### TASK INSTRUCTIONS
If a line in the entries below holds the string "Caddesi", copy it.

### INPUT RECORDS
%%
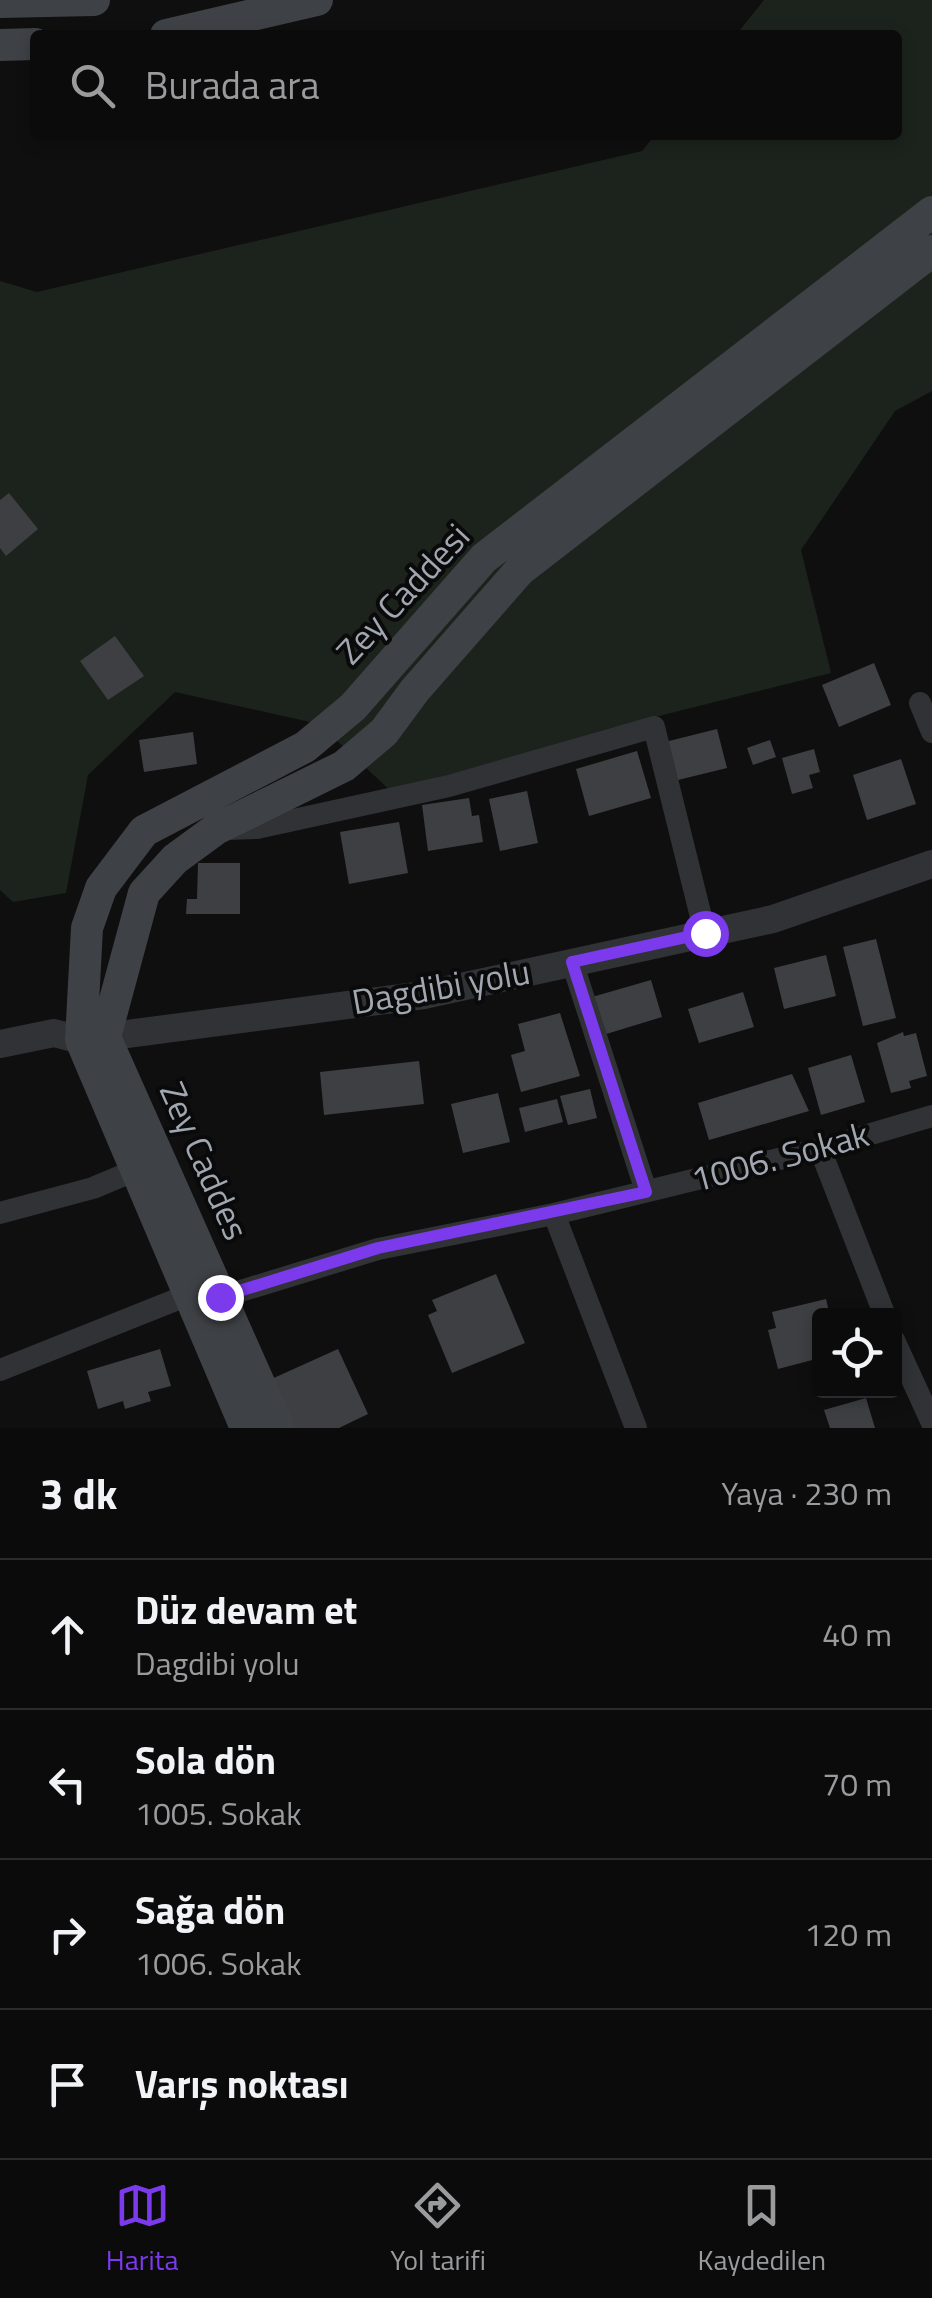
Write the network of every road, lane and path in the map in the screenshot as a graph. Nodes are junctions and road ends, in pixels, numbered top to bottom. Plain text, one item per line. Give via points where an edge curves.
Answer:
1 (94, 0) edge
2 (318, 0) edge
3 (0, 2) edge
4 (188, 30) edge
5 (30, 44) edge
6 (0, 46) edge
7 (932, 212) edge
8 (932, 250) edge
9 (920, 702) dead end
10 (932, 732) edge
11 (216, 829) junction
12 (932, 864) edge
13 (705, 933) junction
14 (572, 962) junction
15 (93, 1038) junction
16 (0, 1044) edge
17 (932, 1116) edge
18 (820, 1150) junction
19 (138, 1169) junction
20 (646, 1192) junction
21 (0, 1213) edge
22 (554, 1214) junction
23 (204, 1296) junction
24 (882, 1308) edge
25 (902, 1357) edge
26 (0, 1370) edge
27 (932, 1423) edge
28 (246, 1428) edge
29 (279, 1428) edge
30 (636, 1428) edge

1 - 3 main road
2 - 4 main road
5 - 6 main road
7 - 15 main road, Zey Caddesi via 484,558 353,707 304,748 144,831 102,888 87,928
8 - 11 main road, Zey Caddesi via 520,570 384,732 344,766
9 - 10 street
11 - 13 street via 257,828 449,786 654,728
11 - 15 main road, Zey Caddesi via 144,892
12 - 13 street, Dagdibi yolu via 773,918
13 - 14 street, Dagdibi yolu
14 - 15 street, Dagdibi yolu via 424,995
14 - 20 street
15 - 16 street, Dagdibi yolu via 54,1033
15 - 19 main road, Zey Caddes
15 - 23 main road, Zey Caddes
17 - 18 street, 1006. Sokak
18 - 20 street, 1006. Sokak
18 - 24 street
19 - 21 street
19 - 23 main road, Zey Caddes
20 - 22 street, 1006. Sokak
22 - 23 street, 1006. Sokak via 378,1248
22 - 30 street
23 - 26 street, 1006. Sokak
23 - 28 main road, Zey Caddes
23 - 29 main road, Zey Caddes
25 - 27 street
%%
### WRITTEN SOLUTION
7 - 15 main road, Zey Caddesi via 484,558 353,707 304,748 144,831 102,888 87,928
8 - 11 main road, Zey Caddesi via 520,570 384,732 344,766
11 - 15 main road, Zey Caddesi via 144,892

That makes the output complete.